The opinion of the court was delivered by: SHAPIRO
Plaintiff Brian C. Duffy ("Duffy"), alleging due process violations under the Fifth and Fourteenth Amendments, filed this action under 42 U.S.C. § 1983 against defendants the Bucks County Adult Probation and Parole Department ("Probation Dept."), probation officer Ventura Vasquez ("Vasquez"), the Bucks County Sheriff's Office ("Sheriff's Office"), Jane Doe, an unidentified employee of the Sheriff's Office and ten John Does, unidentified officers in the Sheriff's Office. The parties agree that Jane Doe and the John Does were actually employees of the Bucks County Correctional Facility (the "Facility"), not the Sheriff's Office.
Defense counsel has provided the real names of Jane Doe and the John Does: Jane Doe is Charmaine Henderson ("Henderson"), an employee of the Facility; the John Does are Officer Mark Nagorski ("Off. Nagorski"), a correctional officer who booked Duffy upon admission to the Facility; Officers Terry Jackson ("Off. Jackson"), Gerrity ("Off. Gerrity"), Christopher Greene ("Off. Greene") and David Hagerity III ("Off. Hagerity"), correctional officers on duty September 30, 1995; Officers David Godin ("Off. Godin"), John Keim ("Off. Keim"), Eugene Ledger ("Off. Ledger") and Ronald Feliciano ("Off. Feliciano"), correctional officers on duty October 1, 1995; and Officers Joseph Cavanaugh ("Off. Cavanaugh") and Colin Burns ("Off. Burns"), correctional officers on duty October 2, 1995 (collectively the "correctional officers").
Defendants have moved to dismiss Duffy's Amended Complaint. For the reasons stated below, defendants' motion will be granted in part and denied in part.
Duffy resides in Trevose, a municipality in Bucks County Pennsylvania. At some time in the past five years, Duffy pled guilty to a criminal misdemeanor and was sentenced by the Bucks County Court of Common Pleas to forty-eight hours confinement in the Facility and ordered to pay court costs and fines.
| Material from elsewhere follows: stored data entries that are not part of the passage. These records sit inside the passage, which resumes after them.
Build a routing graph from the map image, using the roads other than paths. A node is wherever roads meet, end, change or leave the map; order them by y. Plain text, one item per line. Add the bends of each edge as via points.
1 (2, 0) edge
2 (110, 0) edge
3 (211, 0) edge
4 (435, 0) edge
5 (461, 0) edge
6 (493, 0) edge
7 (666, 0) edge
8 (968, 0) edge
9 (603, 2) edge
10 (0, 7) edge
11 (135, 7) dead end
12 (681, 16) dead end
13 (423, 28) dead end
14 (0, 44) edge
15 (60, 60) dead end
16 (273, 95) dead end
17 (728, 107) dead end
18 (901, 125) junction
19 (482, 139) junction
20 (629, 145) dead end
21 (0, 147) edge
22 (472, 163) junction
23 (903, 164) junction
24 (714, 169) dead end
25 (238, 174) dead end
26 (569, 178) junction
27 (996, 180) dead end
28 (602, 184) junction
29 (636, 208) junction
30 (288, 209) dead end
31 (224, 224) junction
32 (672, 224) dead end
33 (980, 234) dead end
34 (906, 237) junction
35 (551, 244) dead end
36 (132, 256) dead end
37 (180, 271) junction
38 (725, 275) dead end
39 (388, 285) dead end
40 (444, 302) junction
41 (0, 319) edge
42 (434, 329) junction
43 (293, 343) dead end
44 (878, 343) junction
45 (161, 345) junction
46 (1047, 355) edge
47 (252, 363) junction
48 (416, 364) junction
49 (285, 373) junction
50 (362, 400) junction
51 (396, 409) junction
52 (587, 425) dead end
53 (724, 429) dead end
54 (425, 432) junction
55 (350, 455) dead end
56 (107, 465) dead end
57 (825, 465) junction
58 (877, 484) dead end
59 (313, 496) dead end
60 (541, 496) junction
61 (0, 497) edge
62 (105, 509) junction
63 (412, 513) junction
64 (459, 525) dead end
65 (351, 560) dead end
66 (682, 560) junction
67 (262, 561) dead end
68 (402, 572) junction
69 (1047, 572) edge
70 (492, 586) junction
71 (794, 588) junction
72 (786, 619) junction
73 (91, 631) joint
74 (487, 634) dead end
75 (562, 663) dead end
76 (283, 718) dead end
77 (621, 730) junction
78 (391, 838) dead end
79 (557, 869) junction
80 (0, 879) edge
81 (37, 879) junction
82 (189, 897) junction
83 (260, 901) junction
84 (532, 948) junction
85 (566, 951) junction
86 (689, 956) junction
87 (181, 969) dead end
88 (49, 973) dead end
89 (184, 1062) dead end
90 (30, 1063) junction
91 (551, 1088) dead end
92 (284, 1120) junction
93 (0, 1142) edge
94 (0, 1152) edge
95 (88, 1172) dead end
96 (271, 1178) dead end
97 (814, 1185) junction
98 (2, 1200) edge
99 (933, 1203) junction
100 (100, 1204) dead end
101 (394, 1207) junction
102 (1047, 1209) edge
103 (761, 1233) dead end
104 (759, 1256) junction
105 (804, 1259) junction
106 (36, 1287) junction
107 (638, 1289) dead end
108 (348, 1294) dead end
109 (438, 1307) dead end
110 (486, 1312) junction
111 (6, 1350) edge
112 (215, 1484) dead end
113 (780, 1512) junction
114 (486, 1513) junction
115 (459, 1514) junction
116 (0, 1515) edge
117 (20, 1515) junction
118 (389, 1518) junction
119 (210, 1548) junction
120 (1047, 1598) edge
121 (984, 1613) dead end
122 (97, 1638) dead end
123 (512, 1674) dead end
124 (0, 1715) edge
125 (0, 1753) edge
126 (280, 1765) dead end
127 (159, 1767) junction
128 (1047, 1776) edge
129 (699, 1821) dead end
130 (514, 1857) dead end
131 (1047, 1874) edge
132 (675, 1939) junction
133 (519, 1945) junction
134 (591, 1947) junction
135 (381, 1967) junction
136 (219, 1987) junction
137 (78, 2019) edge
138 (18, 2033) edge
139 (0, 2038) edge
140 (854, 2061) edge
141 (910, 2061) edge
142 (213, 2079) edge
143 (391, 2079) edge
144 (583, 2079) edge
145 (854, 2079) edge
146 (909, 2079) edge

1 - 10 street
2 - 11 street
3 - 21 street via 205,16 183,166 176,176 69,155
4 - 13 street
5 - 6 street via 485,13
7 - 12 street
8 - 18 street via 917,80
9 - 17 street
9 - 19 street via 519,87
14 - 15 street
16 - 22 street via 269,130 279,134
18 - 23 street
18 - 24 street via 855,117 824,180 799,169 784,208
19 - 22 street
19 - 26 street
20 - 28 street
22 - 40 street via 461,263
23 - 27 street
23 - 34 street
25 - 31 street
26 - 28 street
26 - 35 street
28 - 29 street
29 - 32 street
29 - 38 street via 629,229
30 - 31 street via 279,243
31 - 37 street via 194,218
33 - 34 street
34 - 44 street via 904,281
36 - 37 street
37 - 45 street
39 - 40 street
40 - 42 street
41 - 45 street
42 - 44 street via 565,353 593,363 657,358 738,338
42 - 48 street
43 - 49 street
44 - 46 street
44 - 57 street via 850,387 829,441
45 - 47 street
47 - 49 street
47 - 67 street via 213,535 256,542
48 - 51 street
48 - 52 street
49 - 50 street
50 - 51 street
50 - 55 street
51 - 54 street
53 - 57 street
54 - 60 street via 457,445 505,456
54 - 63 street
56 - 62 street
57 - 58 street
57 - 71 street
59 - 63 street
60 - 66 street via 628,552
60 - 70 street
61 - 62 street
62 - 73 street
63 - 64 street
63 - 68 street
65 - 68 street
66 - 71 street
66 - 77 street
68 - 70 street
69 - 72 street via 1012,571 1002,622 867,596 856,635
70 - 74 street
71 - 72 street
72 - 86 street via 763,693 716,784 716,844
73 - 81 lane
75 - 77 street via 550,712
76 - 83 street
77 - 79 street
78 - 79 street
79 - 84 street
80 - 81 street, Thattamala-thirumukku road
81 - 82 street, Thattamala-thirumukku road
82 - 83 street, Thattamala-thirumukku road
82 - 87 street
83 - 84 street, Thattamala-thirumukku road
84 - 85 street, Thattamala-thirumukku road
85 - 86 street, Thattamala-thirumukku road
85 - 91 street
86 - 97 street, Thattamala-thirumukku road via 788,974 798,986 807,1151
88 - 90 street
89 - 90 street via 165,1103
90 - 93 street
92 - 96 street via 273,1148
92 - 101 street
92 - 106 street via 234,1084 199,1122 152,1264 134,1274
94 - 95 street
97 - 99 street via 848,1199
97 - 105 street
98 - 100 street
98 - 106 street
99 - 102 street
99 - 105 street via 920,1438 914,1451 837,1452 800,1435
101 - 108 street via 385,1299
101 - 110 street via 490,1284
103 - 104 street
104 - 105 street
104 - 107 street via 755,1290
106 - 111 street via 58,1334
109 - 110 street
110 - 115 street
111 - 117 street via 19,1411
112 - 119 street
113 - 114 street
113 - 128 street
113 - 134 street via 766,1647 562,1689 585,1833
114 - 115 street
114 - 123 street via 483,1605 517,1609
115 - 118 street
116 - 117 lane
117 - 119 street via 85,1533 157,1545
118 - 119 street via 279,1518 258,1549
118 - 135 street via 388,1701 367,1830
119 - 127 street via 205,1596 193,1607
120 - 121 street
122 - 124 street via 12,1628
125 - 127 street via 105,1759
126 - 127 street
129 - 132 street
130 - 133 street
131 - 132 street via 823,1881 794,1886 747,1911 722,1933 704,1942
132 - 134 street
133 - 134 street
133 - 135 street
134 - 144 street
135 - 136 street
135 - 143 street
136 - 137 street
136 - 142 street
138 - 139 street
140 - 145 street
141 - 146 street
Duffy's sentence did not include a term of probation. (Compl. P 10).
In February, 1995, Vasquez visited Duffy at home and accused Duffy of "violating his probation" by failing to report to Vasquez. (Id. P 11). Duffy informed Vasquez that he had not been placed on probation. The documents concerning the probation violation referred to a Brian Duffy with a different birth date and Social Security number than that of plaintiff Duffy. Duffy showed Vasquez his driver's license with a birth date different than that of the Duffy Vasquez was seeking. (Id. P 12).
Vasquez did not report the confusion between plaintiff Duffy and the other Brian Duffy to the Probation Dept. or correct the Probation Dept.'s computer records to reflect that plaintiff Duffy was not violating any term of probation. (Id. PP 13, 14). Duffy alleges the Probation Dept.'s "policies or customs regarding the maintenance of its computer system ... did not adequately provide for the correction or elimination of false or inaccurate information." (Id. P 14).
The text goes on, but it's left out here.